Regulatory T-cell Identification by Flow Cytometry

Regulatory T-cell identification was performed as previously described [10 (link), 21 (link), 25 (link)]. Briefly, PBMCs were cultured with the peptide pools as in the LST. Cells cultured with MRM were used as a positive control and cells without antigen (medium-only) were used as a background control. After 7 days of culturing, the cells were harvested and stained with surface markers CD25 (1:25) (Anti-CD25 FITC, clone M-A251, BD Pharmingen, San Diego, CA, USA), CD4 (1:100) (Anti-CD4-APC, clone RPA-T4, BD Pharmingen), CD8 (1:30) (Anti-CD8 PerCP-Cy5.5; clone SK1, BD Pharmingen), and intracellular marker Foxp3 (PE anti-human FOXP3, clone 206D, Biolegend) or isotype control (PE Mouse IgG1, κ Isotype Ctrl, Biolegend).

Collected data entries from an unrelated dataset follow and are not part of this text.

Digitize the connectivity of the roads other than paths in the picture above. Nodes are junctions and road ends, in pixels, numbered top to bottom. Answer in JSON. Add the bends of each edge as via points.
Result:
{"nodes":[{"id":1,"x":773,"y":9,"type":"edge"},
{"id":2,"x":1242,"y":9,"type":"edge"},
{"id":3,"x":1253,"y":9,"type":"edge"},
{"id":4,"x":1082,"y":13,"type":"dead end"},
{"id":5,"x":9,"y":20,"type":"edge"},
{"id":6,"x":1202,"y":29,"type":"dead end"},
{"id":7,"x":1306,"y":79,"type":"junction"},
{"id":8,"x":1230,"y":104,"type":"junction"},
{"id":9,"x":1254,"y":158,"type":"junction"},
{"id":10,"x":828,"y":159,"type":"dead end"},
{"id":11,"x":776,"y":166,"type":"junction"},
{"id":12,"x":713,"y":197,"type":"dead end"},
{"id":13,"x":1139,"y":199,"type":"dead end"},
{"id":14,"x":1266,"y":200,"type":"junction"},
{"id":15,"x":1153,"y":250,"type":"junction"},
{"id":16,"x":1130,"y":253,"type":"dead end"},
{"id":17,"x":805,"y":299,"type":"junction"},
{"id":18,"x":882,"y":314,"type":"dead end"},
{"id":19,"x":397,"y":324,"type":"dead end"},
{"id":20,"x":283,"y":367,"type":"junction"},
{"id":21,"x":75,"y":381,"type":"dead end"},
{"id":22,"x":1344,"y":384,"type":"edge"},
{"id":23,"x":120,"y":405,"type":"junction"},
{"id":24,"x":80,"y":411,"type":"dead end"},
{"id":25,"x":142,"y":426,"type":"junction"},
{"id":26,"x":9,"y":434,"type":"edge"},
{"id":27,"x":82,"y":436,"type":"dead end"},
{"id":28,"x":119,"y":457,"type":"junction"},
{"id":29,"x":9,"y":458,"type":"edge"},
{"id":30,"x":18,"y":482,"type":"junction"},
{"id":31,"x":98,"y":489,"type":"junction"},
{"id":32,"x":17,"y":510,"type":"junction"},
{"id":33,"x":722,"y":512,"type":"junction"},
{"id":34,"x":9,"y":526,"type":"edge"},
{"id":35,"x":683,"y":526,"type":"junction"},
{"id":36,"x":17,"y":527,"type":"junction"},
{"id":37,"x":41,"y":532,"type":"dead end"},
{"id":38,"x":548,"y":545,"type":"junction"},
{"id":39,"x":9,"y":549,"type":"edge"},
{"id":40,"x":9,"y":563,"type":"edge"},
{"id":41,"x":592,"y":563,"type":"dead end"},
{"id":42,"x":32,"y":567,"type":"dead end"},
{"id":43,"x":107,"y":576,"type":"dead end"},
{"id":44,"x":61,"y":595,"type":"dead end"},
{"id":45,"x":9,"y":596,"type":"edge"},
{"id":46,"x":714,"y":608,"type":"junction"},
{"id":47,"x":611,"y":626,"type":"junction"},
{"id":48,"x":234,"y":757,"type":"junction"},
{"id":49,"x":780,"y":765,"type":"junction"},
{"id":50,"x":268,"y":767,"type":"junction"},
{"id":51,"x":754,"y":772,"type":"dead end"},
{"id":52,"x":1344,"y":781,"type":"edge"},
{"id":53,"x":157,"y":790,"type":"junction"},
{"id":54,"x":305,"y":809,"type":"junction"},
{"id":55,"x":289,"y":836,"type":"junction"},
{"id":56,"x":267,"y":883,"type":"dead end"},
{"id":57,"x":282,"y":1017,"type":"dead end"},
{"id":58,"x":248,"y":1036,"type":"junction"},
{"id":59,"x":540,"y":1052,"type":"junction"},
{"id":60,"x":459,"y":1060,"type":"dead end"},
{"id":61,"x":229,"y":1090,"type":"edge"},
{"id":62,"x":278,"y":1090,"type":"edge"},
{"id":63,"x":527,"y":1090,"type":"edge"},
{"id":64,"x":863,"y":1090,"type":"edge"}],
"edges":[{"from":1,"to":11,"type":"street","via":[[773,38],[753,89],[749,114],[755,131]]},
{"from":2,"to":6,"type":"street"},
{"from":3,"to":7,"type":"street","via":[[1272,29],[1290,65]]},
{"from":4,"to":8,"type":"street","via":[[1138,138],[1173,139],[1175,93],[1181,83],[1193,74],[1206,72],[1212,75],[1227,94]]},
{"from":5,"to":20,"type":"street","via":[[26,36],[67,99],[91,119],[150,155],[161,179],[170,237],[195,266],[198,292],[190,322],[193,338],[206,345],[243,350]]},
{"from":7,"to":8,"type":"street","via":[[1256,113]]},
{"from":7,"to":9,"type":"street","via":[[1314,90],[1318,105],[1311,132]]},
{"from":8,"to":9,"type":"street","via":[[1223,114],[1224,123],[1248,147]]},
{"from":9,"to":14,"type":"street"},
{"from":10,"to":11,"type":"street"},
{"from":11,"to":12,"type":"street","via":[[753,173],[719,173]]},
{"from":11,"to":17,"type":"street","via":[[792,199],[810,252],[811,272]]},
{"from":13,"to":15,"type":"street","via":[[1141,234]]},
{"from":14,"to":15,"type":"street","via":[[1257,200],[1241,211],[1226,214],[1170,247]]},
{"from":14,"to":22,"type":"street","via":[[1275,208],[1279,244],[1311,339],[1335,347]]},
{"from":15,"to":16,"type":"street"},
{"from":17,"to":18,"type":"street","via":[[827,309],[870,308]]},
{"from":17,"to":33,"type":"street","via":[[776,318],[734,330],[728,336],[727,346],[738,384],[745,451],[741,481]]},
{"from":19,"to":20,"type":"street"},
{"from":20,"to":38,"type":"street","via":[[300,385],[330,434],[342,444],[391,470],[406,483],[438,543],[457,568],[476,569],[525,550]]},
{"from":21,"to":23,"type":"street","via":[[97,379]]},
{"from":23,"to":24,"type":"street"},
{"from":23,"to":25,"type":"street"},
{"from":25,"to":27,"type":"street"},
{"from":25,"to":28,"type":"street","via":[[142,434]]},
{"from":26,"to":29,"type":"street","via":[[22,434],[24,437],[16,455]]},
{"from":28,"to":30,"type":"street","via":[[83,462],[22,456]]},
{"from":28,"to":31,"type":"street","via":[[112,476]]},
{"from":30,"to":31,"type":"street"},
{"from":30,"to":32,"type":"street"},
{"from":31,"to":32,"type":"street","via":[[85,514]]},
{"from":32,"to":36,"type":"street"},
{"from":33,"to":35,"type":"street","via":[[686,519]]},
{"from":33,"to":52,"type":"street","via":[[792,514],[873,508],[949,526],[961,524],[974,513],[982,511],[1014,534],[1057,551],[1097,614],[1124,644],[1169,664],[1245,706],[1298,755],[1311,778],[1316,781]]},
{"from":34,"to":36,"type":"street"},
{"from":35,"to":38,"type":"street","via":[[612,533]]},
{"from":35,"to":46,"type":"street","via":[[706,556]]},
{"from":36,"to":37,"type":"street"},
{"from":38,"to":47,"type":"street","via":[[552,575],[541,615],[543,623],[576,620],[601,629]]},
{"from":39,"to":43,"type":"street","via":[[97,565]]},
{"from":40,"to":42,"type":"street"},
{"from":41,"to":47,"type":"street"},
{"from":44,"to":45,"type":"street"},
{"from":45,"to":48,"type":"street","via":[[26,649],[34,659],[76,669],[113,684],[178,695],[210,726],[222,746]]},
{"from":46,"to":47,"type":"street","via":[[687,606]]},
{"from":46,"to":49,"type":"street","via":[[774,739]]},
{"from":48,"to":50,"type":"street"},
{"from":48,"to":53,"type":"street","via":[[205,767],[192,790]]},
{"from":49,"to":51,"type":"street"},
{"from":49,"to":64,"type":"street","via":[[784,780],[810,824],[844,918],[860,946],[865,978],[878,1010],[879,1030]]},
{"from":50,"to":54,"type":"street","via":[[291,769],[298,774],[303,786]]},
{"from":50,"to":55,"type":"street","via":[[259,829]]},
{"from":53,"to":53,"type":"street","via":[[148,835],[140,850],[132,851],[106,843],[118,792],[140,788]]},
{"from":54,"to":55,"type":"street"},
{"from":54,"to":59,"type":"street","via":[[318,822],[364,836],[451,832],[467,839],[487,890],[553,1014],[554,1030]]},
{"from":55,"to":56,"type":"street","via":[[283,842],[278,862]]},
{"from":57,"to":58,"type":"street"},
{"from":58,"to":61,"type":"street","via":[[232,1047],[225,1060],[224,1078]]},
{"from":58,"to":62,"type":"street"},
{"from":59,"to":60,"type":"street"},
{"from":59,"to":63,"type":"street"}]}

After staining the cells were measured by the flow cytometer BD FACSCalibur (BD Bioscience). Analysis was performed by using Flowing Software, version 2.5.0 (Cell Imaging Core, Turku Centre for Biotechnology, Turku, Finland). The fluorescent intensity of MRM-stimulated and medium-only control cells was used to set the gates for the other samples. An antigen-induced alteration in the population percentage was defined as a change of at least 2× the corresponding percentage in the medium-only controls.